THE TASK ->
All the entries need to be duplicated exactly, with the pictures omitted.

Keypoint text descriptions
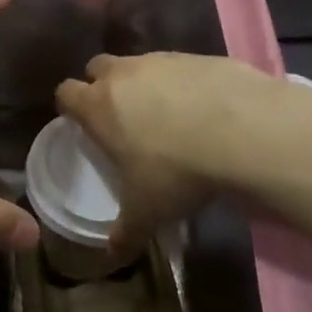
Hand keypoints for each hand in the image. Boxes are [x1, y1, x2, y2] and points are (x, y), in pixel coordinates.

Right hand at [55, 52, 300, 251]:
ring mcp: (164, 60)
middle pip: (98, 67)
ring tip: (167, 117)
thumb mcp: (147, 212)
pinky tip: (205, 111)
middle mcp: (125, 74)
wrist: (245, 130)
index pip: (66, 93)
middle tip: (120, 118)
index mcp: (99, 106)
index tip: (81, 125)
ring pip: (140, 64)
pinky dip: (184, 84)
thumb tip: (113, 255)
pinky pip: (180, 66)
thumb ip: (125, 233)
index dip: (70, 107)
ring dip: (144, 83)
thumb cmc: (177, 171)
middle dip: (102, 86)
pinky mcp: (200, 56)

OUTPUT BELOW ->
Hand keypoints for each hand in the image. Boxes are [x1, y1, x2, y2] and points are (x, y), in pixel coordinates.

Right hand at [55, 52, 300, 251]:
ring mcp: (164, 60)
middle pip: (98, 67)
ring tip: (167, 117)
thumb mcp: (147, 212)
pinky tip: (205, 111)
middle mcp: (125, 74)
wrist: (245, 130)
index pip: (66, 93)
middle tip: (120, 118)
index mcp: (99, 106)
index tip: (81, 125)
ring pip: (140, 64)
pinky dip: (184, 84)
thumb tip: (113, 255)
pinky pip: (180, 66)
thumb ip: (125, 233)
index dip: (70, 107)
ring dip: (144, 83)
thumb cmc: (177, 171)
middle dip: (102, 86)
pinky mcp: (200, 56)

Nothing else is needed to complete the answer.